Il provvedimento dell’autorità giudiziaria

Il provvedimento è stato emesso dall’Ufficio di Sorveglianza di Frosinone a seguito delle segnalazioni trasmesse dai militari dell’Arma. L’anziano stava scontando una condanna con la misura dell’affidamento in prova, accompagnata dall’obbligo di dimora nel comune di Cassino.

La condanna era stata pronunciata dalla Corte di Appello di Campobasso per reati di natura finanziaria, fiscale e contro il patrimonio, commessi prima del 2024. Il beneficio della misura alternativa consentiva al condannato di evitare la detenzione, a fronte del rispetto di specifiche prescrizioni.

Le violazioni e il ritorno in carcere

Secondo quanto ricostruito, l’uomo avrebbe violato più volte le prescrizioni imposte dall’autorità giudiziaria. Tali comportamenti sono stati accertati dai Carabinieri e segnalati tempestivamente, determinando la decisione di sospendere il beneficio.

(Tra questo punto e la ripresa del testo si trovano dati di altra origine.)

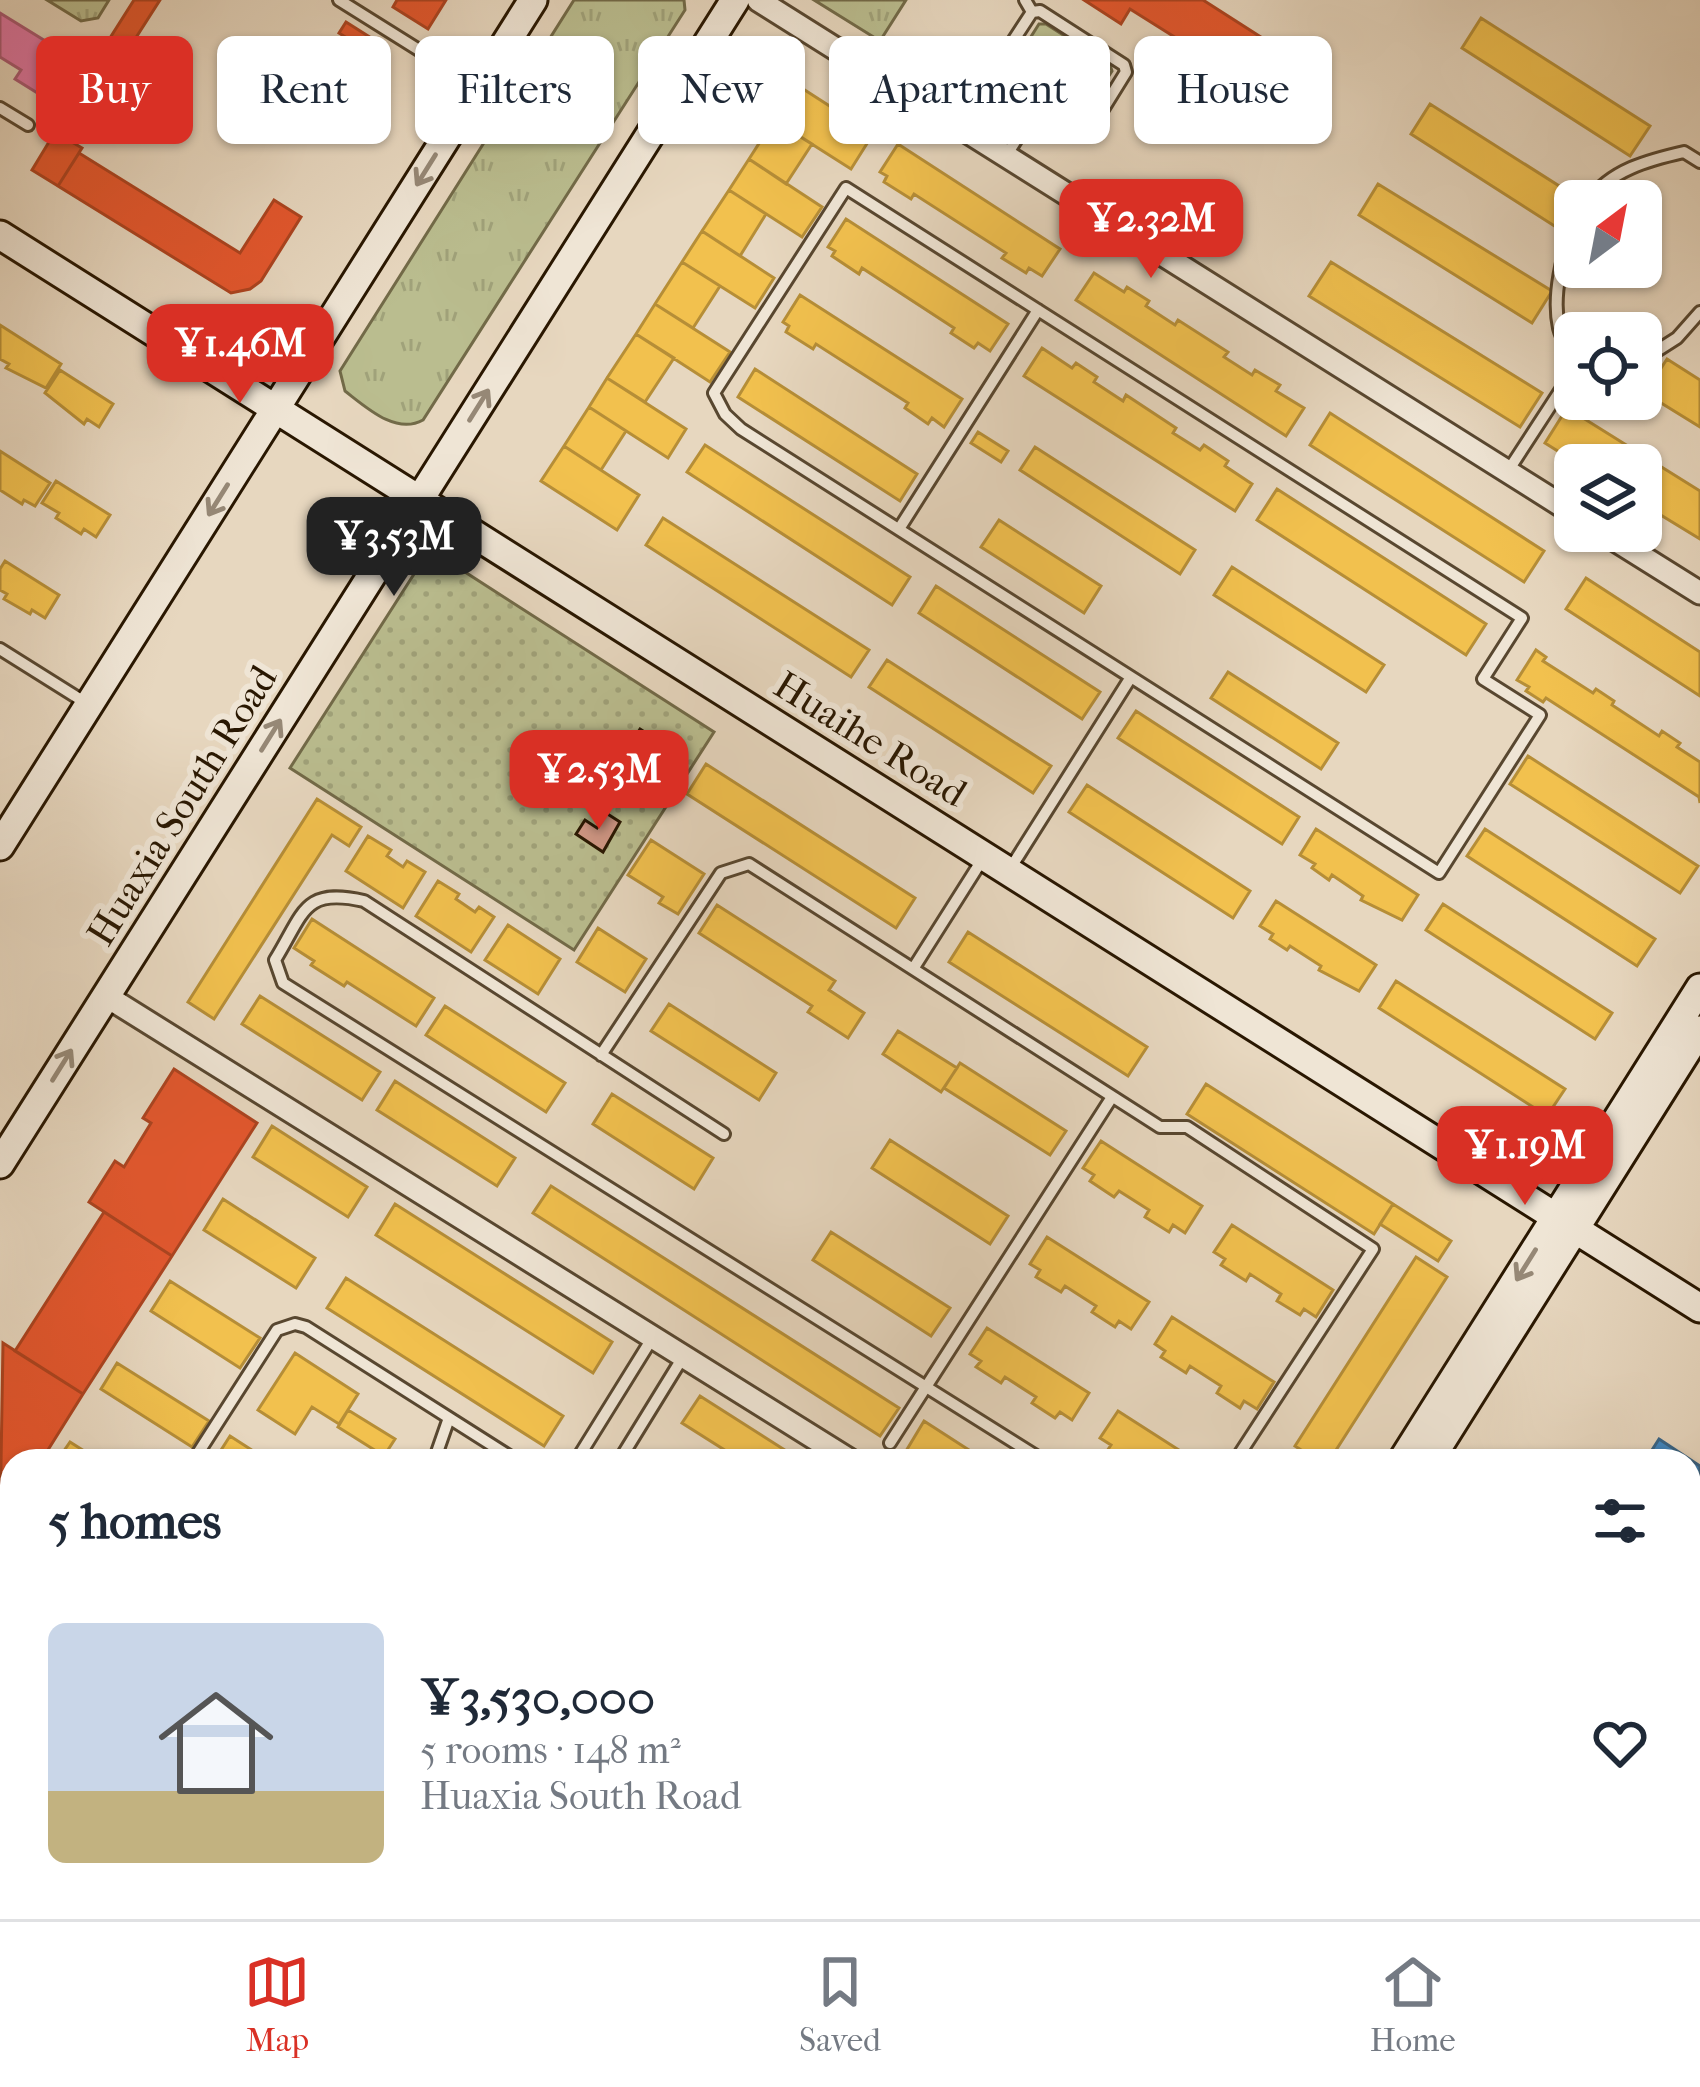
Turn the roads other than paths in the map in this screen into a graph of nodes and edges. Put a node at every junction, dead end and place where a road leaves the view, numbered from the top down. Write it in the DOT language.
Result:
graph roads {
  1 [pos="338,0"];
  2 [pos="533,0"];
  3 [pos="735,0"];
  4 [pos="758,0"];
  5 [pos="1028,6"];
  6 [pos="510,36"];
  7 [pos="1013,36"];
  8 [pos="1080,36"];
  9 [pos="415,48"];
  10 [pos="1110,55"];
  11 [pos="1110,98"];
  12 [pos="0,108"];
  13 [pos="28,125"];
  14 [pos="442,144"];
  15 [pos="1014,144"];
  16 [pos="1006,156"];
  17 [pos="1700,162"];
  18 [pos="1612,180"];
  19 [pos="0,235"];
  20 [pos="1038,310"];
  21 [pos="1700,312"];
  22 [pos="1662,348"];
  23 [pos="1554,399"];
  24 [pos="275,409"];
  25 [pos="1508,472"];
  26 [pos="419,500"];
  27 [pos="1554,501"];
  28 [pos="899,529"];
  29 [pos="1635,552"];
  30 [pos="1700,593"];
  31 [pos="0,649"];
  32 [pos="1131,676"];
  33 [pos="89,705"];
  34 [pos="0,846"];
  35 [pos="996,864"];
  36 [pos="913,969"];
  37 [pos="1700,988"];
  38 [pos="106,996"];
  39 [pos="1700,1030"];
  40 [pos="602,1054"];
  41 [pos="1112,1096"];
  42 [pos="724,1134"];
  43 [pos="0,1164"];
  44 [pos="1565,1223"];
  45 [pos="1700,1308"];
  46 [pos="652,1337"];
  47 [pos="683,1357"];
  48 [pos="926,1387"];
  49 [pos="449,1418"];
  50 [pos="890,1443"];
  51 [pos="201,1449"];
  52 [pos="438,1449"];
  53 [pos="498,1449"];
  54 [pos="583,1449"];
  55 [pos="626,1449"];
  56 [pos="832,1449"];
  57 [pos="1025,1449"];
  58 [pos="1243,1449"];
  59 [pos="1410,1449"];
  60 [pos="1436,1449"];
  1 -- 9 [label="lane"];
  2 -- 6 [label="street"];
  26 -- 3 [label="street, Huaxia South Road, one-way"];
  4 -- 16 [label="street"];
  5 -- 7 [label="lane"];
  5 -- 8 [label="lane"];
  10 -- 11 [label="lane"];
  12 -- 13 [label="lane"];
  14 -- 24 [label="street, one-way"];
  15 -- 16 [label="lane"];
  16 -- 25 [label="street"];
  17 -- 18 [label="lane"];
  19 -- 24 [label="street, Huaihe Road"];
  20 -- 28 [label="lane"];
  20 -- 28 [label="lane"];
  20 -- 32 [label="lane"];
  21 -- 22 [label="lane"];
  23 -- 25 [label="lane"];
  24 -- 26 [label="street, Huaihe Road"];
  24 -- 33 [label="street, one-way"];
  25 -- 27 [label="street"];
  26 -- 35 [label="street, Huaihe Road"];
  38 -- 26 [label="street, Huaxia South Road, one-way"];
  28 -- 32 [label="lane"];
  29 -- 30 [label="street"];
  31 -- 33 [label="lane"];
  32 -- 35 [label="lane"];
  33 -- 34 [label="street"];
  35 -- 36 [label="lane"];
  35 -- 44 [label="street, Huaihe Road"];
  36 -- 40 [label="lane"];
  36 -- 41 [label="lane"];
  37 -- 44 [label="street"];
  43 -- 38 [label="street, Huaxia South Road, one-way"];
  38 -- 46 [label="street"];
  39 -- 44 [label="street"];
  40 -- 42 [label="lane"];
  40 -- 48 [label="lane"];
  41 -- 48 [label="lane"];
  41 -- 58 [label="lane"];
  44 -- 45 [label="street, Huaihe Road"];
  44 -- 59 [label="street, one-way"];
  44 -- 60 [label="street"];
  46 -- 47 [label="street"];
  46 -- 54 [label="lane"];
  47 -- 55 [label="lane"];
  47 -- 56 [label="street"];
  48 -- 50 [label="lane"];
  48 -- 57 [label="lane"];
  49 -- 51 [label="lane"];
  49 -- 52 [label="lane"];
  49 -- 53 [label="lane"];
}
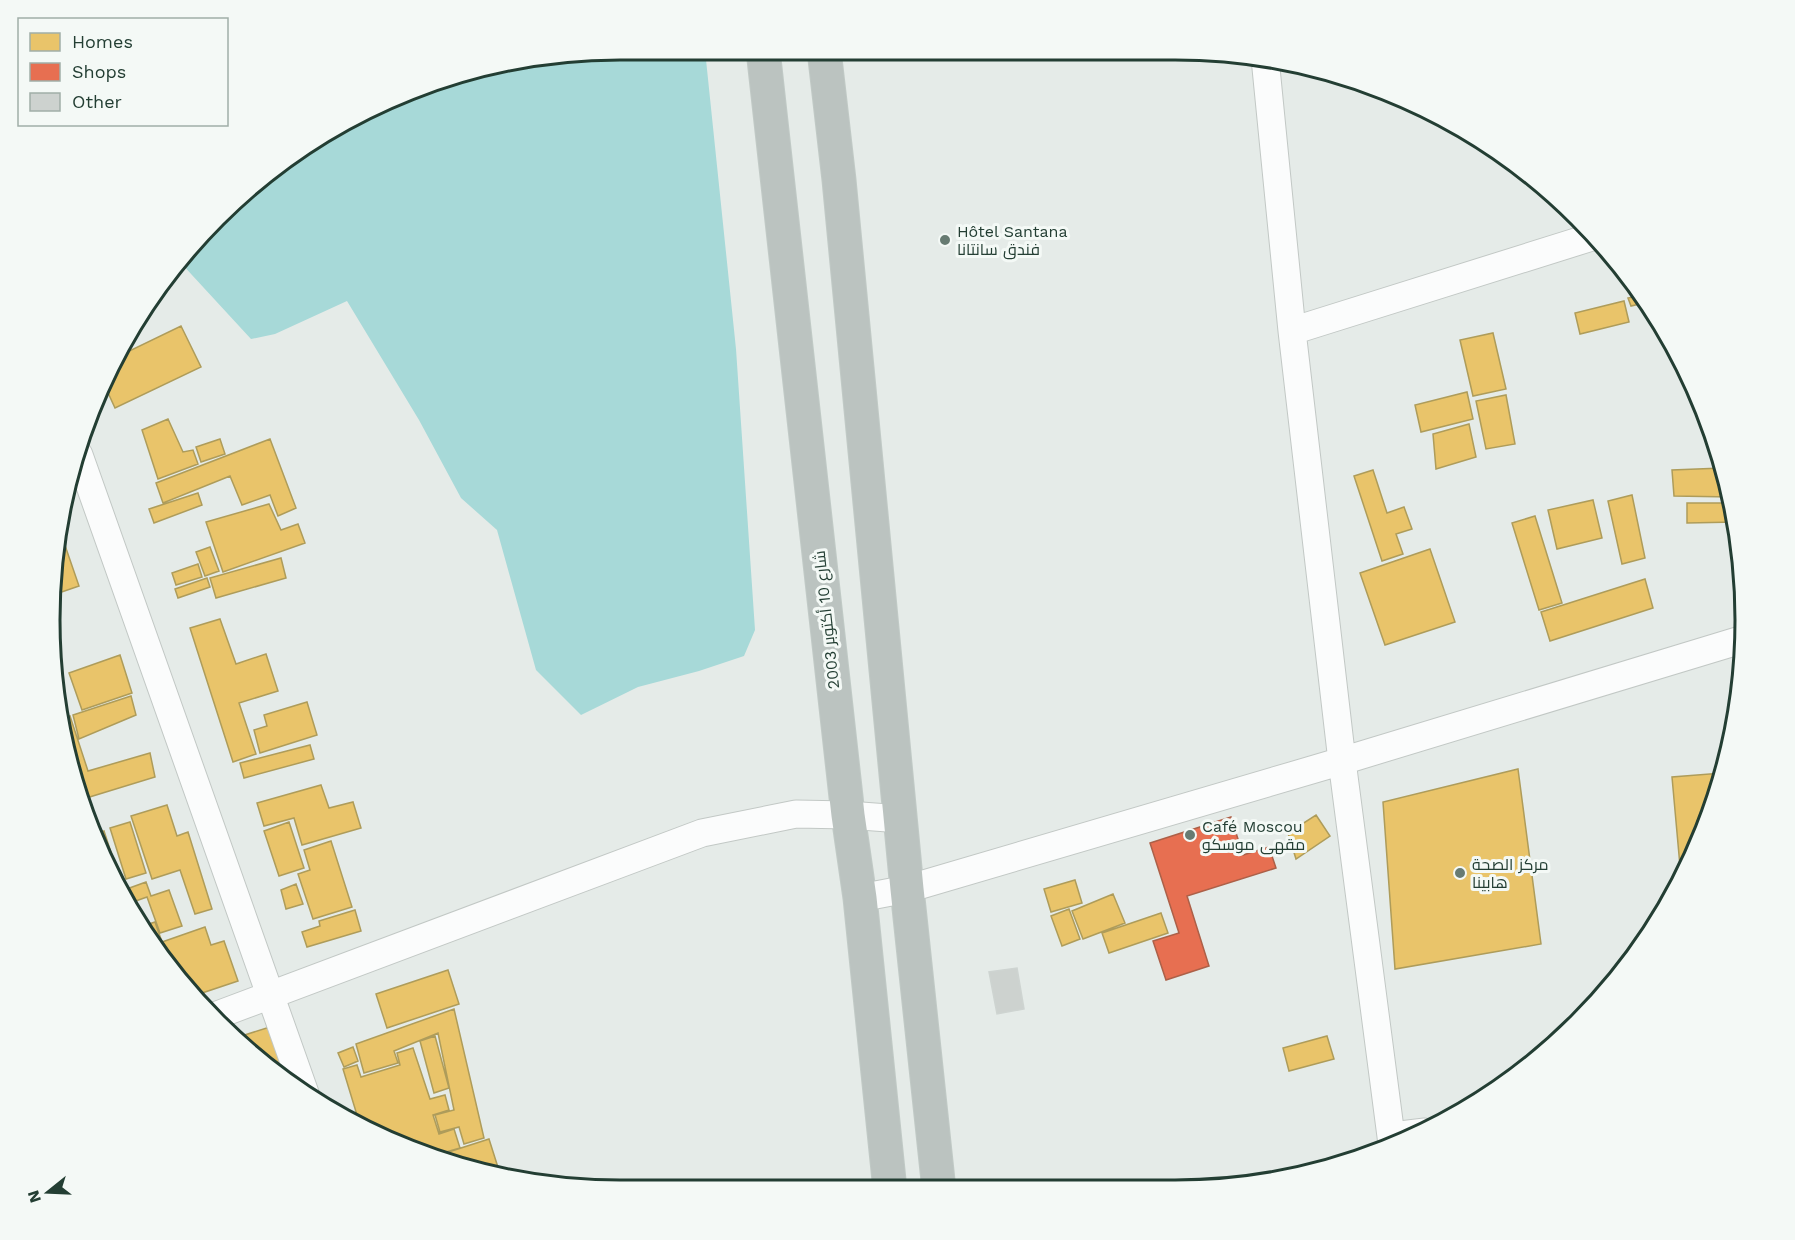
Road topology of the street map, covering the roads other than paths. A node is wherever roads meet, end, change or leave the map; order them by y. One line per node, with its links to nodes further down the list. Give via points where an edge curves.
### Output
1 (764, 60): 9 (highway, شارع 10 أكتوبر 2003)
2 (832, 60): 10 (highway, via 839,180)
3 (1266, 68): 5 (street)
4 (1585, 239): 5 (street)
5 (1292, 331): 8 (street)
6 (82, 464): 13 (street)
7 (1734, 642): 8 (street)
8 (1342, 761): 11 (street); 16 (street)
9 (848, 815): 10 (street); 12 (highway, شارع 10 أكتوبر 2003); 13 (street, via 796,814 702,833)
10 (901, 819): 11 (highway)
11 (907, 890): 12 (street); 18 (highway)
12 (860, 898): 17 (highway, شارع 10 أكتوبر 2003)
13 (270, 995): 14 (street); 15 (street)
14 (222, 1013)
15 (300, 1079)
16 (1391, 1136)
17 (889, 1180)
18 (938, 1180)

Al termine delle formalità di rito, il provvedimento è stato eseguito con la traduzione dell’82enne presso la Casa Circondariale di Cassino, dove resta a disposizione dell’autorità giudiziaria.

L’episodio evidenzia il coordinamento tra attività investigativa e decisioni della magistratura, con interventi rapidi in presenza di violazioni delle misure alternative.